Холодные, влажные каменные стены, тяжёлый, сколоченный из досок стол и жёсткое ложе из сена — вот и всё, что у меня есть сейчас. Воздух здесь пропитан запахом сырости и чужого пота, и каждый вдох напоминает мне о моей новой, ужасной реальности. После того как меня обвинили в колдовстве и заклеймили как «особо опасный объект», моя жизнь превратилась в нескончаемую череду боёв на арене, где смерть поджидает за каждым поворотом. Я здесь уже больше трёх недель, и каждый день — это ожидание. Сегодня должны быть новые вызовы. Нам предстоит впечатлить владыку этих земель, чтобы он, возможно, забрал нас с собой. Надеяться на это — всё равно что верить в сказки, но это единственное, что даёт силы.
Я всё ещё помню свою прошлую жизнь, и эти воспоминания — моё самое острое наказание. Она была такой... простой. Обычной, как кусок хлеба. Мой отец, городской стражник, был высоким и сильным, его руки пахли железом и кожей. Он видел во мне не просто дочь, а своего рода преемницу. Я помню, как он учил меня давать отпор дворовым мальчишкам, которые пытались меня задирать, и как учил держать меч — не как игрушку, а как продолжение собственной руки. Я до сих пор чувствую вес клинка в ладони, слышу металлический звон, когда наши мечи скрещивались в наших тренировочных боях на заднем дворе. Его слова были твёрдыми, но глаза — всегда добрыми, полными гордости. Моя мать помогала в пекарне, и её руки всегда пахли тёплым хлебом и корицей. Я помню, как сидела на мешках с мукой, пока она месила тесто, а потом вытаскивала румяные буханки из печи, от которых шёл пар. Мы жили скромно, но у нас всегда был и свежий хлеб, и покой. Всё изменилось в день моего двадцатилетия. Город праздновал, воздух был наполнен смехом и музыкой, но всё замерло, когда в город прибыла делегация инквизиции. Среди них был эльф, высокий, с костяными чертами лица, а его глаза... они были похожи на осколки льда.
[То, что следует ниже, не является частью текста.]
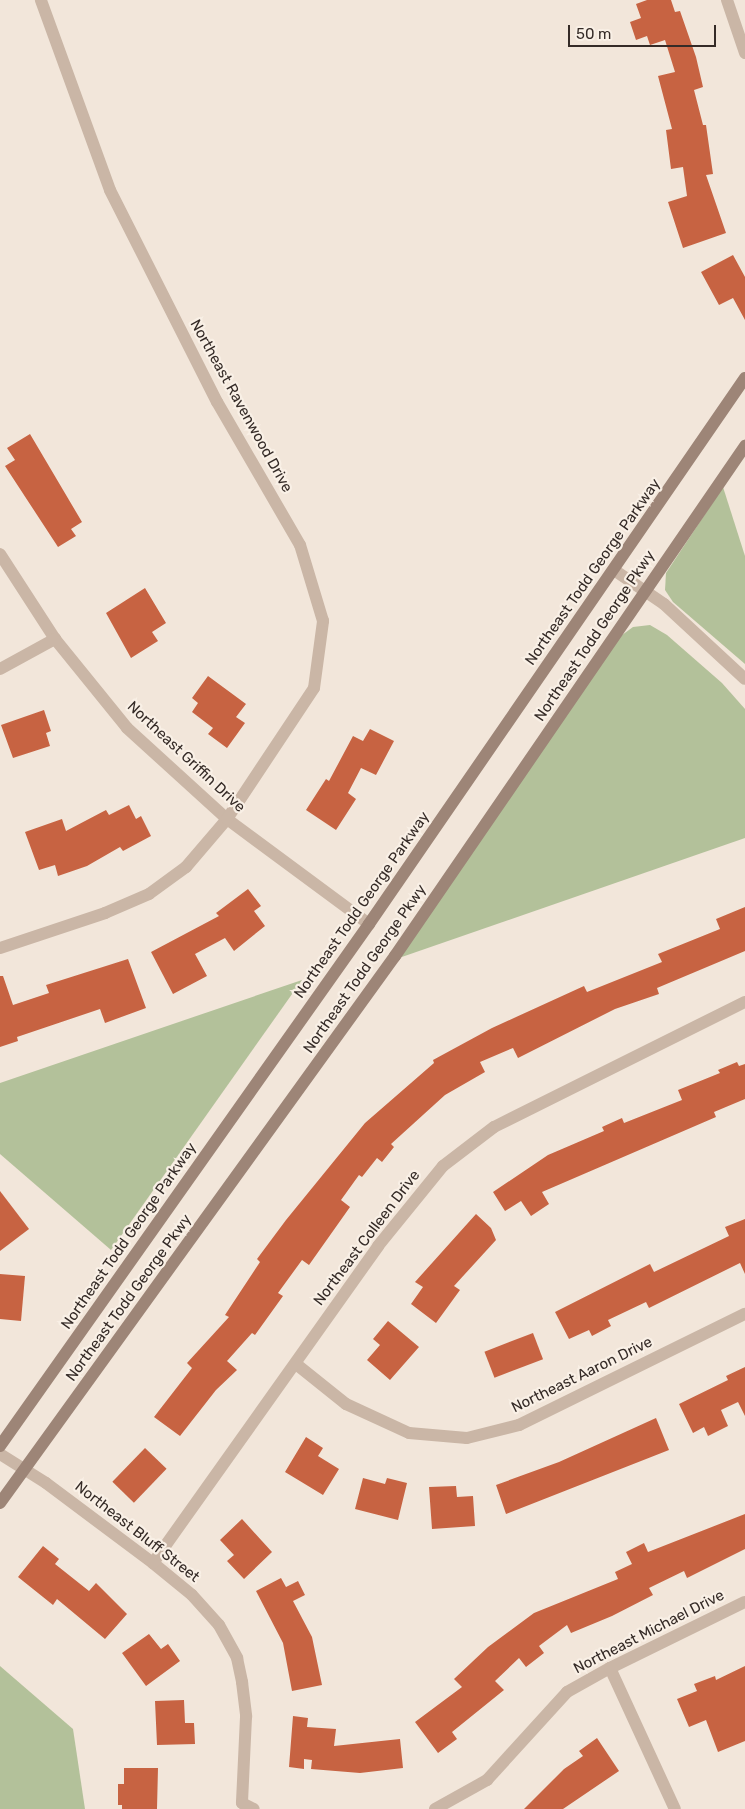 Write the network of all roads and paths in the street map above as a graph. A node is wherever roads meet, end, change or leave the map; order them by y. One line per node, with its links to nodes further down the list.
1 (41, 0): 12 (street, Northeast Ravenwood Drive)
2 (727, 0): 3 (street)
3 (745, 53)
4 (745, 378): 7 (main road, Northeast Todd George Parkway)
5 (745, 446): 8 (main road, Northeast Todd George Pkwy)
6 (0, 554): 9 (street, Northeast Griffin Drive)
7 (614, 570): 8 (street); 13 (main road, Northeast Todd George Parkway)
8 (646, 591): 11 (street); 20 (main road, Northeast Todd George Pkwy)
9 (55, 639): 10 (street); 12 (street, Northeast Griffin Drive)
10 (0, 668)
11 (745, 679)
12 (227, 819): 13 (street, Northeast Griffin Drive); 14 (street, Northeast Ravenwood Drive)
13 (369, 924): 18 (main road, Northeast Todd George Parkway)
14 (0, 948)
15 (745, 1002): 17 (street, Northeast Colleen Drive)
16 (745, 1314): 17 (street, Northeast Aaron Drive)
17 (296, 1364): 22 (street, Northeast Colleen Drive)
18 (0, 1446)
19 (0, 1454): 20 (street, Northeast Bluff Street)
20 (26, 1469): 21 (main road, Northeast Todd George Pkwy); 22 (street, Northeast Bluff Street)
21 (0, 1503)
22 (153, 1563): 25 (street, Northeast Bluff Street)
23 (745, 1602): 24 (street, Northeast Michael Drive)
24 (610, 1668): 26 (street, Northeast Michael Drive); 27 (street)
25 (254, 1809)
26 (435, 1809)
27 (675, 1809)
Он просто посмотрел на меня, и я почувствовала, как по спине пробежал холодок. Он почуял во мне скверну. Во время ареста я не сдалась так просто. Я кричала, вырывалась, и их руки жгли мою кожу. Я чувствовала панику, страх, и в этот момент что-то сломалось внутри меня. Я увидела магию инквизитора — невидимую нить, что связывала его с его силой. И я, словно по велению инстинкта, потянулась к ней. Я смогла скопировать его магию, обернуть её против него самого, и его же силой я и убила своих обидчиков. Это было неконтролируемое, дикое, ужасающее. Теперь я лишь дикий зверь, что выступает в смертельной игре ради потехи, и воспоминания о том, какой я была, делают мою нынешнюю жизнь ещё более невыносимой.
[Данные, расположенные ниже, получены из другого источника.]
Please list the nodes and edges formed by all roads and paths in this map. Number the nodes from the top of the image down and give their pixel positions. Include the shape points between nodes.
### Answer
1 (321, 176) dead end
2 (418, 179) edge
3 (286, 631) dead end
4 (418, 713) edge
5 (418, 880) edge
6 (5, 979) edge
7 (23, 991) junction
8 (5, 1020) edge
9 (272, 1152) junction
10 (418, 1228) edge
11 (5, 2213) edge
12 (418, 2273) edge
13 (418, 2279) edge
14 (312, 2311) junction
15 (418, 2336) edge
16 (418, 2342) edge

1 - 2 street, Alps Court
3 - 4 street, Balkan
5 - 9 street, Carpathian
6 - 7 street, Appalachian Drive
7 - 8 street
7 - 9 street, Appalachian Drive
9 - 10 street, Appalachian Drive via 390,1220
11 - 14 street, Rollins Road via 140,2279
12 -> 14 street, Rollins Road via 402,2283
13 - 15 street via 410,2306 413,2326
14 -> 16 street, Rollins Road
Вдруг раздаётся громкий, раскатистый гонг, возвещающий о начале сражений и прибытии владыки. Он сотрясает каменные стены и заставляет моё сердце колотиться быстрее. Пора. Я иду в оружейную и решаю взять оружие полегче. Мой взгляд падает на скимитар — изогнутый клинок, который лежит на грязной скамье. Он лёгкий и ловкий, не такой громоздкий, как меч, и не такой хрупкий, как шпага. Это оружие, достойное меня, идеальное для стремительных выпадов. Я чувствую, как его рукоять ложится в мою ладонь, словно мы созданы друг для друга.
Звенит второй гонг. Мы, оставшиеся гладиаторы, выстраиваемся по кругу на залитой солнцем арене, которая всё ещё хранит следы недавней крови. Мы ждём начала. Напротив себя я замечаю пристальный взгляд юноши, моего ровесника или немного младше. Он смотрит на меня, словно заворожённый, и это раздражает, потому что в его взгляде нет ни страха, ни злости, а лишь какое-то странное, неуместное любопытство.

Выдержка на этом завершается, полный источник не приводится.